Open sryza opened 2 years ago
Best that we've got right now:
from dagster import (
graph_asset,
op,
DynamicOut,
DynamicOutput,
Out,
In,
Nothing,
DailyPartitionsDefinition,
)
from typing import List
@op(out=DynamicOut())
def find_files_to_process():
files = ["a", "b", "c"]
for file_name in files:
# TODO: write files to somewhere
yield DynamicOutput(mapping_key=file_name, value=file_name)
@op
def load_to_table(context, file_name):
"""Load the file into the table"""
context.log.info(f"Loading to table for file {file_name}")
return file_name
@op(ins={"all_files": In(Nothing)}, out=Out(Nothing))

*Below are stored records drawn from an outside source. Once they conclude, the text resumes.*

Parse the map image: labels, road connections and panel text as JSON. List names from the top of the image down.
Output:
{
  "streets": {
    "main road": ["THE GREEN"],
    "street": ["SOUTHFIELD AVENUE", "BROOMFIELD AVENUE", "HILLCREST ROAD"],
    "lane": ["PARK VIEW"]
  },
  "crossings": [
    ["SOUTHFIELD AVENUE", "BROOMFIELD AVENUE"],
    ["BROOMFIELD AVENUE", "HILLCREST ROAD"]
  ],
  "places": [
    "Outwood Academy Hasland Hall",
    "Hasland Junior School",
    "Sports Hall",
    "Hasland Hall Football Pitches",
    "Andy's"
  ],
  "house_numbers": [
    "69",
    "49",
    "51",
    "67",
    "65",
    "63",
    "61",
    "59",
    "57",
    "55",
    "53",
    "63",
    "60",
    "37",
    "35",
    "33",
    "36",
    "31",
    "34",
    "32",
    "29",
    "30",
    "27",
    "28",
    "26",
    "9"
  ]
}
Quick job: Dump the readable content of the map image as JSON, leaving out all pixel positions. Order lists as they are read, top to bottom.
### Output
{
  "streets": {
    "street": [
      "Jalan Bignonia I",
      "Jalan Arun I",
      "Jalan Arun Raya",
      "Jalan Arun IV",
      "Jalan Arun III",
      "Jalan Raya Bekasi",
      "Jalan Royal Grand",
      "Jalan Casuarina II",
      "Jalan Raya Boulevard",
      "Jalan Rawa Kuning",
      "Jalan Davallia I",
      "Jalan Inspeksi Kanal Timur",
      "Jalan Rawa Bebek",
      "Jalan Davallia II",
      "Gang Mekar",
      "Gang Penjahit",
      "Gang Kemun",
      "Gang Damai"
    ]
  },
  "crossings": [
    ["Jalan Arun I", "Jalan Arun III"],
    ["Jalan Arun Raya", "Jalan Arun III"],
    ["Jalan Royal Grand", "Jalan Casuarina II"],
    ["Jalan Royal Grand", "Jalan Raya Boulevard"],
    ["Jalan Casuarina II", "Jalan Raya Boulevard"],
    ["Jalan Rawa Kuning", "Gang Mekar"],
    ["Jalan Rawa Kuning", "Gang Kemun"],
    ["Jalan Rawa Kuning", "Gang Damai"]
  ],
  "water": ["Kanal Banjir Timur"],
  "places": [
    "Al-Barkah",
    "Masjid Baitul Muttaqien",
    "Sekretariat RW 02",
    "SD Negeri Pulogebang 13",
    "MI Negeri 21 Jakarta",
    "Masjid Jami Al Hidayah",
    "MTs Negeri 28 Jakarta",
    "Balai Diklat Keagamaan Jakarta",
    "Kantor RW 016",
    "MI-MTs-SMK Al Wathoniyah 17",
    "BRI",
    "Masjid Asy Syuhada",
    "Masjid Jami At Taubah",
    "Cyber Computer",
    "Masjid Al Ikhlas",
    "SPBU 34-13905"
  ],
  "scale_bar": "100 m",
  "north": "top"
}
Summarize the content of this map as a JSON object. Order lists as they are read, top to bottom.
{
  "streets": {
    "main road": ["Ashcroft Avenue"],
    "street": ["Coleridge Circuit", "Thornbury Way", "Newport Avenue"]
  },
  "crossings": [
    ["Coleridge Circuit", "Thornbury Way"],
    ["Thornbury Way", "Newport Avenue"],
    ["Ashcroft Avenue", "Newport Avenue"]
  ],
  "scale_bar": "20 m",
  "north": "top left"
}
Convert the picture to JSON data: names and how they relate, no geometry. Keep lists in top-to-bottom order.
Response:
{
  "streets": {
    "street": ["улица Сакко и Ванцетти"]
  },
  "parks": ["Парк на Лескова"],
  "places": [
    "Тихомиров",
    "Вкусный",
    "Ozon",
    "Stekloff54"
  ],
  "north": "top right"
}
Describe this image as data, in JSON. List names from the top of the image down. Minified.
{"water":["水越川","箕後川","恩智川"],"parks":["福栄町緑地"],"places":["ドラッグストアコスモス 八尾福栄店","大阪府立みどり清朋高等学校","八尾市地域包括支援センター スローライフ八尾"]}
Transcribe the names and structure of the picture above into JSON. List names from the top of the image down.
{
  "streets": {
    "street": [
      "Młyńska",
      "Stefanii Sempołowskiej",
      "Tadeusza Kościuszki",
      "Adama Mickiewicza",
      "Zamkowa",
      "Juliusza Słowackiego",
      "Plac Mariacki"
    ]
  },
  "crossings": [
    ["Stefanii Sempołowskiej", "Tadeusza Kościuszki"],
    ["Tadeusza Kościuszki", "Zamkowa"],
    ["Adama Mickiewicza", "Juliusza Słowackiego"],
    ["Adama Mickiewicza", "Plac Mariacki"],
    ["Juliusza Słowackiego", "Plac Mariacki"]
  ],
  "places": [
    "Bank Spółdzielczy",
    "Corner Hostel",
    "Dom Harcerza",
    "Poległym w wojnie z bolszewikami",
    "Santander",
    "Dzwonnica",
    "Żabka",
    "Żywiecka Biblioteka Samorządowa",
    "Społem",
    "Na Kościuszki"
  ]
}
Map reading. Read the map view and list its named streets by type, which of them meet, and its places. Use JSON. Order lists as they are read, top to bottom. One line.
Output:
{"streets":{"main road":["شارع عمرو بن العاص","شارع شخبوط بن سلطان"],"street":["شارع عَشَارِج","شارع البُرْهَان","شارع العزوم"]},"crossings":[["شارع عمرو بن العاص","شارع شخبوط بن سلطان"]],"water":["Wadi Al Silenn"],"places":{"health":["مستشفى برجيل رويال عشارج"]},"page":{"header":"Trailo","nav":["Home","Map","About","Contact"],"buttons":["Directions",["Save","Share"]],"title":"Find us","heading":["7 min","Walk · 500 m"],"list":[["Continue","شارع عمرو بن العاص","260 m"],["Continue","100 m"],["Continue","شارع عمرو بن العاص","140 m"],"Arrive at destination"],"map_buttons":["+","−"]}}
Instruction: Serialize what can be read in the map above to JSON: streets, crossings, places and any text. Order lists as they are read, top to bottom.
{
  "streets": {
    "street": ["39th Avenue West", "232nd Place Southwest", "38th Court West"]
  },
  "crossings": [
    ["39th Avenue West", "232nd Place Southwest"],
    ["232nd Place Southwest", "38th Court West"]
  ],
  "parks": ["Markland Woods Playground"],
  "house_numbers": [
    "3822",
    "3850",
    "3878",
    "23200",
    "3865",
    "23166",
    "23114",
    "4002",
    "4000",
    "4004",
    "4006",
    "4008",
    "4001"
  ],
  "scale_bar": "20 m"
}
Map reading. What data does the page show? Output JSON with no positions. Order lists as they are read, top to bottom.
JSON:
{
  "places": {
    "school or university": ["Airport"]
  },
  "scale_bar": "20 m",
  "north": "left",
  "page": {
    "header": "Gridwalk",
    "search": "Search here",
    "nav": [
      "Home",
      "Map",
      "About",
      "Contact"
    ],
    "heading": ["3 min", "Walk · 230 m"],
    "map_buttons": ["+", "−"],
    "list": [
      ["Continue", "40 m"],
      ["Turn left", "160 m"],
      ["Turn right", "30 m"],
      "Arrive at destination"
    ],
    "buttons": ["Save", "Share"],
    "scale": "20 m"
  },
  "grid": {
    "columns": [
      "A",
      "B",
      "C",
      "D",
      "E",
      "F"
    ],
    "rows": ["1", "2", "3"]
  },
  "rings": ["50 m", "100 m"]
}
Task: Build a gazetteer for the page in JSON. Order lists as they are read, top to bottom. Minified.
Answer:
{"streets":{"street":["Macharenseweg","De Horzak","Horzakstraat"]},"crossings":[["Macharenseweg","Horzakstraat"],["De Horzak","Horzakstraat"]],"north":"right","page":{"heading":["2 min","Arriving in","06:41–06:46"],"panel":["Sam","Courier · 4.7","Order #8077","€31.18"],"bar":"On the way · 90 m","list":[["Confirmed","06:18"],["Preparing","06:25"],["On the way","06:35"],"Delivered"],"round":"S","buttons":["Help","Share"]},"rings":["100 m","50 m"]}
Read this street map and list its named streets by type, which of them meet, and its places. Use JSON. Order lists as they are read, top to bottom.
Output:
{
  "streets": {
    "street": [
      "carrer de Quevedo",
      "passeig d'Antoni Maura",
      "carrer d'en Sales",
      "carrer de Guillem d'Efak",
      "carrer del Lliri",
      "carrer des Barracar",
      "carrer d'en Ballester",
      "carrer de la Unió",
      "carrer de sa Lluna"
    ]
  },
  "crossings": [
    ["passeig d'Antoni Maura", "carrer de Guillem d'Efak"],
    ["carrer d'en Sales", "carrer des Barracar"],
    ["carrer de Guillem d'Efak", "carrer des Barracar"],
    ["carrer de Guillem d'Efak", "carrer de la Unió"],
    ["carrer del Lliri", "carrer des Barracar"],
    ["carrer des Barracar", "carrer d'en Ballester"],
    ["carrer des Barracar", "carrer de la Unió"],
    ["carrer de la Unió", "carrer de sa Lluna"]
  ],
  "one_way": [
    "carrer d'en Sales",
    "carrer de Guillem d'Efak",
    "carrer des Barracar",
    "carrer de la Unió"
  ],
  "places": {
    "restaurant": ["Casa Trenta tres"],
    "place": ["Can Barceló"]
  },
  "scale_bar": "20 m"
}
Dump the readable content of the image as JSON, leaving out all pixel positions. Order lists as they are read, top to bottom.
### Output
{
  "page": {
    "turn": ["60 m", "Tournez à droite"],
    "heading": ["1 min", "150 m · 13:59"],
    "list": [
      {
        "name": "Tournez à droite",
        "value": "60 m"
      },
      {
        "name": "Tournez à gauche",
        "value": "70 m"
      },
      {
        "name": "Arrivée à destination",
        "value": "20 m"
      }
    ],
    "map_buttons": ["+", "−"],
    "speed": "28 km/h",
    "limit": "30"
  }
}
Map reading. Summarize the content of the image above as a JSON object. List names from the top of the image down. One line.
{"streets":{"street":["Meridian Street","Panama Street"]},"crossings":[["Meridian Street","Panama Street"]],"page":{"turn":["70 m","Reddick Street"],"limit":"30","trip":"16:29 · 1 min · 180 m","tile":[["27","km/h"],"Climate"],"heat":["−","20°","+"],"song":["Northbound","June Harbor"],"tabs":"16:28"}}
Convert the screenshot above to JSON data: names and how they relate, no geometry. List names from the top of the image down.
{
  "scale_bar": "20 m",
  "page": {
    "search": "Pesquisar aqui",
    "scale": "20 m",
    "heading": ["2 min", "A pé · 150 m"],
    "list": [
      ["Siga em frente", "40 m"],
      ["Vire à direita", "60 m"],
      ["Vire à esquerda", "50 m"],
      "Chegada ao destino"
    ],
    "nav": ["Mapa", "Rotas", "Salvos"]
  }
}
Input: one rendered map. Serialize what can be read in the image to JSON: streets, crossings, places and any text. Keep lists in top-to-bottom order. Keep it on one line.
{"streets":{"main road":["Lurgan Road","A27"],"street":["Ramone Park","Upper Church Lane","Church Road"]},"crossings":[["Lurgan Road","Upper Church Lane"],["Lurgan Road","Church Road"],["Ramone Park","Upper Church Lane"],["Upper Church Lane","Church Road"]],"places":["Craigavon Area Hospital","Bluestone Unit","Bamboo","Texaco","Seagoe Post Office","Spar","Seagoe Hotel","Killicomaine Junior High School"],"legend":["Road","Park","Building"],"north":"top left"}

def merge(all_file_names: List[str]):
"""Merge all the files"""
@graph_asset(partitions_def=DailyPartitionsDefinition(start_date="2022-06-01"))
def my_merged_file():
return merge(find_files_to_process().map(load_to_table).collect())
As I was trying this example, it seems AssetGroup
doesn't currently exist in Dagster.
It works just by removing its mentions in the repo and the imports:
@repository
def repo():
return [
AssetsDefinition.from_graph(
my_merged_file,
partitions_def=DailyPartitionsDefinition(start_date="2022-06-01"),
)
]
Thanks for catching that @NicolasPA - I just updated the comment
You forgot the import! :ship:
Oops you are right - fixed
Since I'd prefer my graph to show source_files
-> table
to show the two data structures, I've added an asset source_files
that is used as the input of the graph backed asset table
.
So visually it goes from a lonely asset in your example:
To a more expressive graph:
Exploded op graph view:
Additionally, and it's a bit out of scope here but can be useful, I'm using a sensor that may modify the list of files that the source_files
outputs using an optional parameter and the newly added (🙏) possibility to specify a run_config
in run_request_for_partition
(use case is automated backfill of partial partitions).
import time
from typing import List
from dagster import (
graph,
AssetsDefinition,
op,
DynamicOut,
DynamicOutput,
repository,
DailyPartitionsDefinition,
Field,
Array,
asset,
OpExecutionContext,
Output,
AssetSelection,
define_asset_job,
sensor,
)
DAILY_PARTITIONS = DailyPartitionsDefinition(start_date="2022-06-01")
@asset(
description="Files to load",
partitions_def=DAILY_PARTITIONS,
config_schema={
"selected_file_paths": Field(Array(str), is_required=False, default_value=[])
},
)
def source_files(context: OpExecutionContext):
selected_file_paths = context.op_config["selected_file_paths"]
if selected_file_paths:
context.log.info(f"Found selected file paths: {selected_file_paths}")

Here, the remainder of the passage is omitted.